Lastly, consumers must note if they actually need solar. Return-on-investment calculators can only give a rough estimate. Smaller households in temperate climates might not use enough electricity to justify their installation. However, adding other technologies like EVs and heat pumps to replace fossil fuel burning appliances, makes the installation more valuable.
Electric AC, ovens driers, and more
The Act makes adding many of these technologies cheaper too with its secret weapon: rebates. These rebates include $8,000 for a heat pump. Heat pumps, which are generally more cost effective and efficient than traditional AC systems, are more affordable with the IRA’s incentive, as rebate covers about a third of the cost of most heating and cooling systems. The incentives don’t stop there.
A rebate of up to $1,750 for heat pump water heaters would cover the entire cost of several models. According to MarketWatch, climate bill also includes a rebate of $840 for either a heat-pump clothes drier or for switching to an induction stove, the climate friendly cousin of the natural-gas burning stove and the less safe electric stove. With $840, the rebate would cover two-thirds of the cost of many high-efficiency induction stoves.
When adding solar and battery to a house, upgrades to the home’s electrical system are often necessary. Thus, the package in the IRA is topped off with a $4,000 rebate for upgrades.
“These savings will be reflected in lower monthly energy bills, reduced bill volatility and a lessening of disproportionately high energy burdens within disadvantaged communities,” said Jamal Lewis and team, writing a brief on the legislation for the organization Rewiring America. “Importantly, these savings add up — so much so that if a household invests their energy bill savings from electrifying their home appliances, these savings will grow to over $30,000 after 10 years and $140,000 after 25 years (assuming an 8 percent annual return).”
Am I eligible?
By now, you might be wondering if you qualify. Like the IRA’s EV program, the electrification initiatives are aimed towards the mass market. Thus, through September 30, 2031, households earning up to 150 percent of the median income in their area can claim a maximum of $14,000 in total rebates.

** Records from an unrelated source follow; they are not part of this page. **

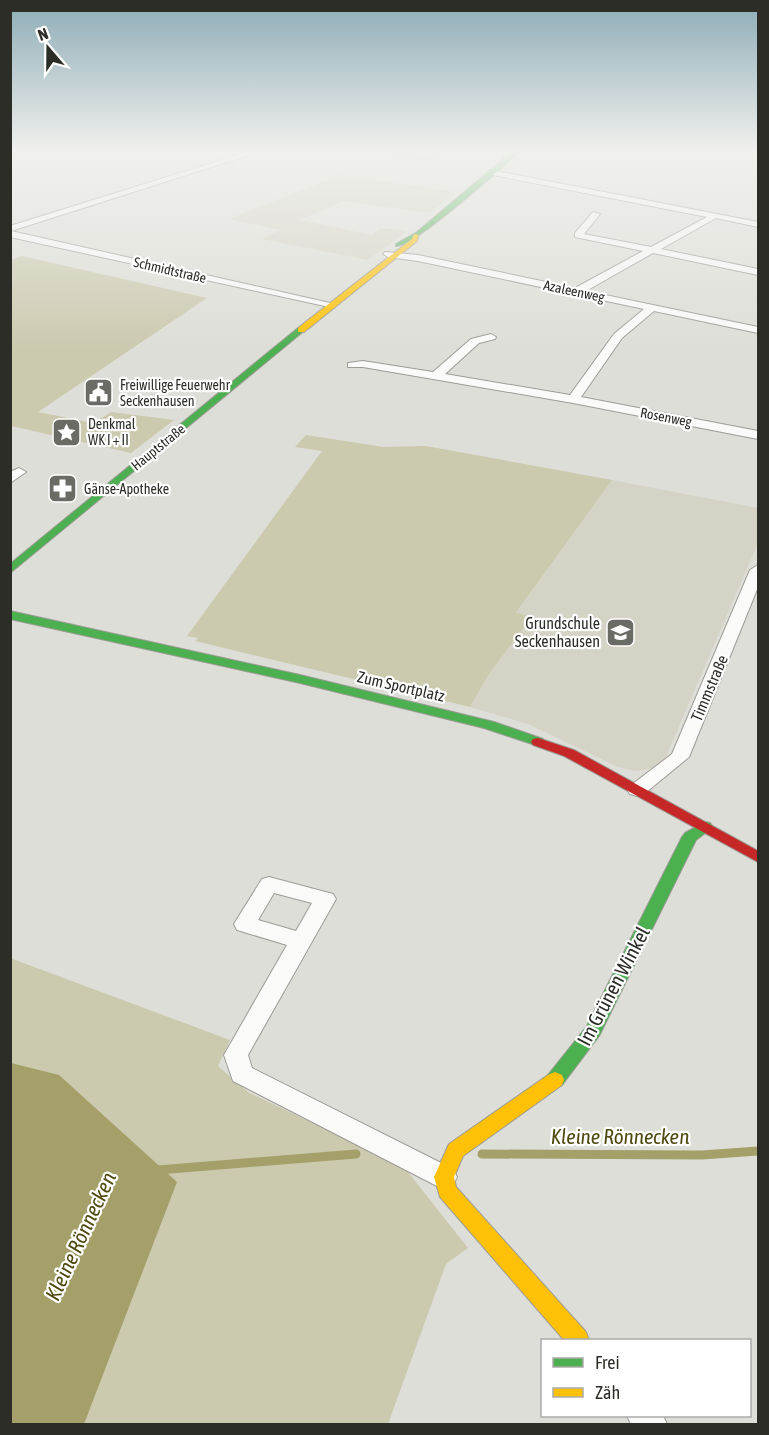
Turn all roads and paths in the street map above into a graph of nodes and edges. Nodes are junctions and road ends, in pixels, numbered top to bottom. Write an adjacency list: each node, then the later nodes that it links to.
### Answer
1 (52, 216): 7 (street)
2 (439, 216): 10 (main road, Hauptstraße)
3 (594, 216): 9 (street)
4 (714, 216): 9 (street)
5 (721, 216): 6 (street)
6 (759, 224)
7 (10, 229)
8 (10, 234): 13 (street, Schmidtstraße)
9 (649, 250): 11 (street); 12 (street)
10 (393, 254): 12 (street, Azaleenweg); 13 (main road, Hauptstraße)
11 (759, 272)
12 (576, 292): 14 (street, Azaleenweg)
13 (330, 306): 21 (main road, Hauptstraße)
14 (653, 307): 15 (street, Azaleenweg); 19 (street)
15 (759, 330)
16 (491, 338): 18 (street)
17 (352, 365): 18 (street, Rosenweg)
18 (436, 376): 19 (street, Rosenweg)
19 (573, 399): 20 (street, Rosenweg)
20 (759, 435)
21 (10, 570)
22 (759, 570): 24 (street, Timmstraße)
23 (10, 615): 24 (main road, Zum Sportplatz)
24 (637, 790): 25 (main road, Zum Sportplatz)
25 (705, 827): 26 (main road, Zum Sportplatz); 28 (main road, Im Grünen Winkel)
26 (759, 857)
27 (301, 941): 28 (street)
28 (444, 1177): 29 (main road)
29 (576, 1339)

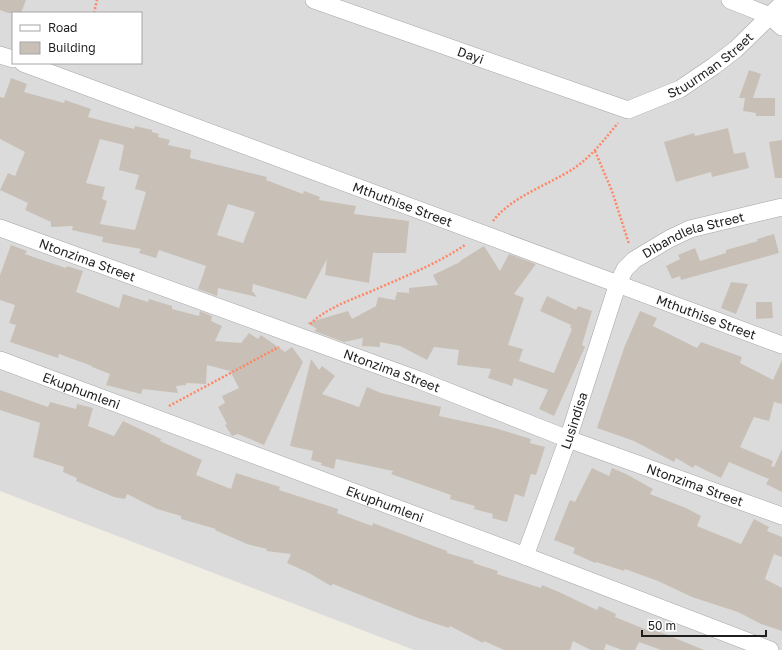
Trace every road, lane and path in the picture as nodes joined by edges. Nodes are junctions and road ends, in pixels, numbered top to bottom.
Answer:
1 (98, 0) edge
2 (314, 0) edge
3 (730, 0) edge
4 (782, 4) edge
5 (94, 12) edge
6 (776, 22) edge
7 (0, 55) edge
8 (12, 59) edge
9 (26, 64) edge
10 (628, 110) junction
11 (595, 152) junction
12 (782, 207) edge
13 (0, 228) edge
14 (482, 234) junction
15 (634, 260) junction
16 (618, 283) junction
17 (298, 337) junction
18 (782, 345) edge
19 (0, 360) edge
20 (151, 416) junction
21 (568, 439) junction
22 (782, 516) edge
23 (525, 556) junction
24 (770, 650) edge

1 - 5 path
2 - 10 street, Dayi
3 - 6 street
4 - 6 street, Stuurman Street
6 - 10 street, Stuurman Street
7 - 8 street
9 - 14 street, Mthuthise Street
10 - 11 path
11 - 14 path
11 - 15 path
12 - 15 street, Dibandlela Street
13 - 17 street, Ntonzima Street
14 - 16 street, Mthuthise Street
14 - 17 path
15 - 16 street, Dibandlela Street
16 - 18 street, Mthuthise Street
16 - 21 street, Lusindisa
17 - 20 path
17 - 21 street, Ntonzima Street
19 - 20 street, Ekuphumleni
20 - 23 street, Ekuphumleni
21 - 22 street, Ntonzima Street
21 - 23 street, Lusindisa
23 - 24 street, Ekuphumleni

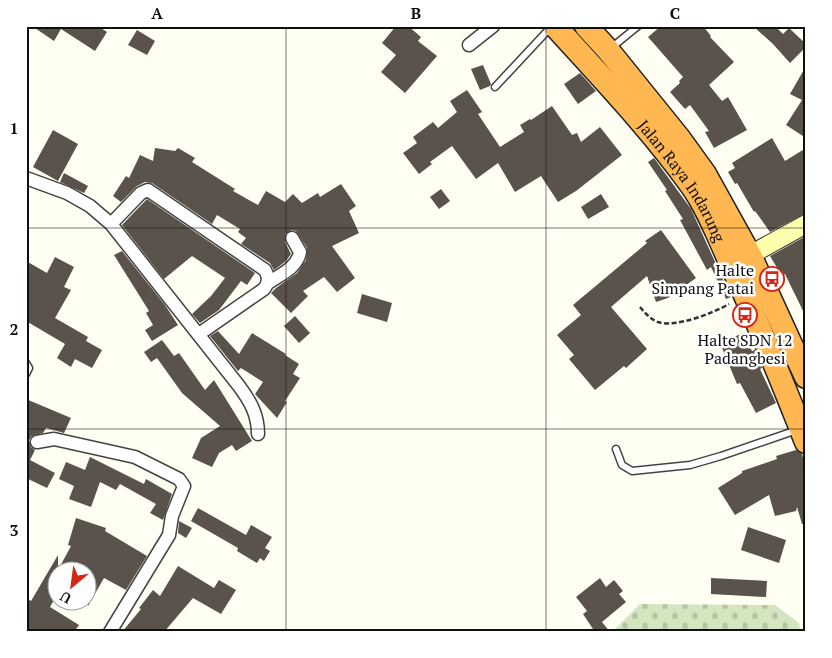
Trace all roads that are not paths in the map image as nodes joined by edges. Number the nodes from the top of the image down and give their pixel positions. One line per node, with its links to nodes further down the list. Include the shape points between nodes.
1 (493, 26): 5 (street)
2 (554, 26): 7 (lane); 18 (highway, Jalan Raya Indarung, via 655,139 692,187)
3 (586, 26): 6 (highway, Jalan Raya Indarung)
4 (638, 26): 6 (lane)
5 (469, 45)
6 (608, 50): 12 (highway, Jalan Raya Indarung, via 705,174)
7 (495, 87)
8 (26, 178): 9 (street, via 67,193 90,206)
9 (111, 224): 13 (street, via 141,193 148,190 265,270); 14 (street)
10 (806, 224): 12 (street)
11 (292, 238): 13 (street, via 300,252 296,261)
12 (750, 255): 17 (highway, Jalan Raya Indarung)
13 (268, 283): 14 (street, via 256,296)
14 (199, 334): 19 (street, via 252,405)
15 (26, 363): 16 (lane, via 29,366)
16 (26, 374)
17 (806, 377)
18 (796, 389): 20 (highway, Jalan Raya Indarung)
19 (258, 434)
20 (803, 436): 22 (lane, via 690,465 632,471 622,465)
21 (37, 442): 23 (street, via 54,439 134,457 179,479 184,486 172,516 169,535)
22 (616, 449)
23 (110, 632)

So if your family earns up to $146,000 in Los Angeles, California or up to $99,600 in Fayetteville, North Carolina, for example, you qualify for the home electrification program.
With such a comprehensive bill addressing solar and all of the technologies that make panels immediately more valuable, the Inflation Reduction Act will undoubtedly have a drastic impact on people’s willingness to convert to electric appliances.
For folks who don't know where to start, companies like FootPrint Coalition portfolio companies Sealed, and power management and home energy management startups like Span can be good places to start.
On top of the the bill’s objectives in bolstering domestic manufacturing, the IRA’s home electrification initiatives could simultaneously accelerate America’s race to cut carbon emissions.